*WHAT YOU WILL DO:* Copy out all of the lines below exactly; the pictures do not belong in the copy.

***** EXERCISE MATERIALS

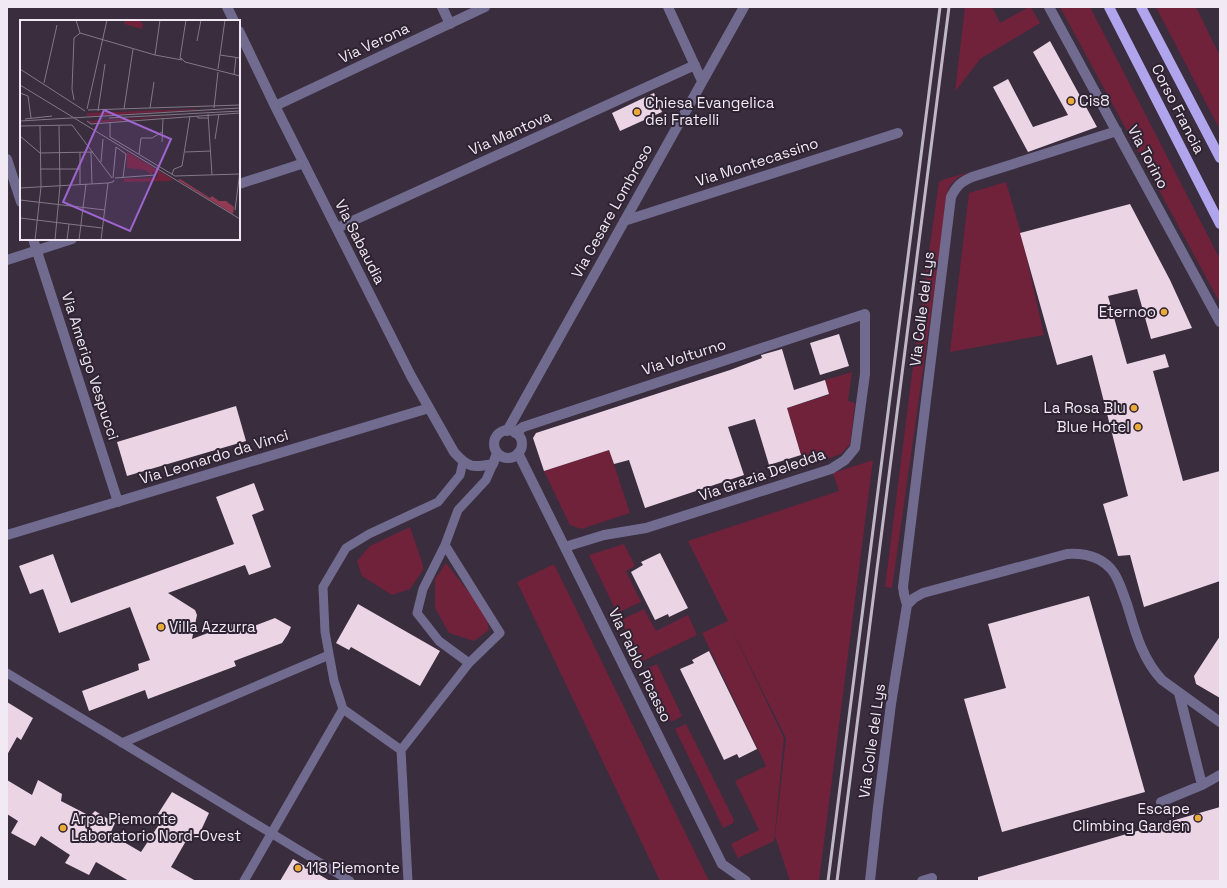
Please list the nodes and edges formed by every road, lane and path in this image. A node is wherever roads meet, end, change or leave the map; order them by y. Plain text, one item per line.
1 (228, 7) edge
2 (442, 7) edge
3 (485, 7) edge
4 (668, 7) edge
5 (744, 7) edge
6 (1049, 7) edge
7 (1109, 7) edge
8 (1141, 7) edge
9 (234, 20) edge
10 (450, 24) junction
11 (240, 33) edge
12 (695, 65) junction
13 (702, 81) junction
14 (275, 106) junction
15 (1117, 131) junction
16 (898, 132) dead end
17 (1220, 158) edge
18 (7, 159) edge
19 (304, 163) junction
20 (240, 184) edge
21 (20, 199) edge
22 (624, 221) junction
23 (1220, 224) edge
24 (337, 228) junction
25 (33, 240) edge
26 (69, 240) edge
27 (37, 250) junction
28 (7, 260) edge
29 (865, 314) joint
30 (1220, 322) edge
31 (429, 408) junction
32 (511, 432) junction
33 (497, 453) junction
34 (518, 453) junction
35 (463, 462) junction
36 (493, 464) junction
37 (118, 502) junction
38 (7, 535) edge
39 (445, 545) junction
40 (565, 547) junction
41 (907, 605) junction
42 (329, 655) junction
43 (469, 663) junction
44 (7, 673) edge
45 (1179, 693) junction
46 (343, 709) junction
47 (1220, 722) edge
48 (122, 743) junction
49 (401, 750) junction
50 (1220, 776) edge
51 (1202, 785) junction
52 (1161, 802) dead end
53 (271, 833) junction
54 (244, 881) edge
55 (350, 881) edge
56 (408, 881) edge
57 (746, 881) edge
58 (870, 881) edge

1 - 9 street
2 - 10 street
3 - 10 street, Via Verona
4 - 12 street
5 - 13 street, Via Cesare Lombroso
6 - 15 street, Via Torino
7 - 23 main road, Corso Francia
8 - 17 main road, Corso Francia
10 - 14 street, Via Verona
11 - 14 street, Via Sabaudia
12 - 13 street
12 - 24 street, Via Mantova
13 - 22 street, Via Cesare Lombroso
14 - 19 street, Via Sabaudia
15 - 30 street, Via Torino
15 - 41 street, Via Colle del Lys
16 - 22 street, Via Montecassino
18 - 21 street
19 - 20 street
19 - 24 street, Via Sabaudia
22 - 32 street, Via Cesare Lombroso
24 - 31 street, Via Sabaudia
25 - 27 street, Via Amerigo Vespucci
26 - 27 street
27 - 28 street
27 - 37 street, Via Amerigo Vespucci
29 - 32 street, Via Volturno
29 - 40 street, Via Grazia Deledda
31 - 35 street, Via Sabaudia
31 - 37 street, Via Leonardo da Vinci
32 - 33 street
32 - 34 street
33 - 34 street
33 - 36 street
34 - 40 street, Via Pablo Picasso
35 - 36 street
35 - 42 lane
36 - 39 lane
37 - 38 street, Via Leonardo da Vinci
39 - 43 lane
39 - 43 lane
40 - 57 street, Via Pablo Picasso
41 - 45 street
41 - 58 street, Via Colle del Lys
42 - 46 lane
42 - 48 lane
43 - 49 lane
44 - 48 lane
45 - 47 street
45 - 51 street
46 - 49 lane
46 - 53 lane
48 - 53 lane
49 - 56 lane
50 - 51 street
51 - 52 street
53 - 54 lane
53 - 55 lane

**********

*ANSWER SPACE:*
Please list the nodes and edges formed by every road, lane and path in this image. A node is wherever roads meet, end, change or leave the map; order them by y. Plain text, one item per line.
1 (228, 7) edge
2 (442, 7) edge
3 (485, 7) edge
4 (668, 7) edge
5 (744, 7) edge
6 (1049, 7) edge
7 (1109, 7) edge
8 (1141, 7) edge
9 (234, 20) edge
10 (450, 24) junction
11 (240, 33) edge
12 (695, 65) junction
13 (702, 81) junction
14 (275, 106) junction
15 (1117, 131) junction
16 (898, 132) dead end
17 (1220, 158) edge
18 (7, 159) edge
19 (304, 163) junction
20 (240, 184) edge
21 (20, 199) edge
22 (624, 221) junction
23 (1220, 224) edge
24 (337, 228) junction
25 (33, 240) edge
26 (69, 240) edge
27 (37, 250) junction
28 (7, 260) edge
29 (865, 314) joint
30 (1220, 322) edge
31 (429, 408) junction
32 (511, 432) junction
33 (497, 453) junction
34 (518, 453) junction
35 (463, 462) junction
36 (493, 464) junction
37 (118, 502) junction
38 (7, 535) edge
39 (445, 545) junction
40 (565, 547) junction
41 (907, 605) junction
42 (329, 655) junction
43 (469, 663) junction
44 (7, 673) edge
45 (1179, 693) junction
46 (343, 709) junction
47 (1220, 722) edge
48 (122, 743) junction
49 (401, 750) junction
50 (1220, 776) edge
51 (1202, 785) junction
52 (1161, 802) dead end
53 (271, 833) junction
54 (244, 881) edge
55 (350, 881) edge
56 (408, 881) edge
57 (746, 881) edge
58 (870, 881) edge

1 - 9 street
2 - 10 street
3 - 10 street, Via Verona
4 - 12 street
5 - 13 street, Via Cesare Lombroso
6 - 15 street, Via Torino
7 - 23 main road, Corso Francia
8 - 17 main road, Corso Francia
10 - 14 street, Via Verona
11 - 14 street, Via Sabaudia
12 - 13 street
12 - 24 street, Via Mantova
13 - 22 street, Via Cesare Lombroso
14 - 19 street, Via Sabaudia
15 - 30 street, Via Torino
15 - 41 street, Via Colle del Lys
16 - 22 street, Via Montecassino
18 - 21 street
19 - 20 street
19 - 24 street, Via Sabaudia
22 - 32 street, Via Cesare Lombroso
24 - 31 street, Via Sabaudia
25 - 27 street, Via Amerigo Vespucci
26 - 27 street
27 - 28 street
27 - 37 street, Via Amerigo Vespucci
29 - 32 street, Via Volturno
29 - 40 street, Via Grazia Deledda
31 - 35 street, Via Sabaudia
31 - 37 street, Via Leonardo da Vinci
32 - 33 street
32 - 34 street
33 - 34 street
33 - 36 street
34 - 40 street, Via Pablo Picasso
35 - 36 street
35 - 42 lane
36 - 39 lane
37 - 38 street, Via Leonardo da Vinci
39 - 43 lane
39 - 43 lane
40 - 57 street, Via Pablo Picasso
41 - 45 street
41 - 58 street, Via Colle del Lys
42 - 46 lane
42 - 48 lane
43 - 49 lane
44 - 48 lane
45 - 47 street
45 - 51 street
46 - 49 lane
46 - 53 lane
48 - 53 lane
49 - 56 lane
50 - 51 street
51 - 52 street
53 - 54 lane
53 - 55 lane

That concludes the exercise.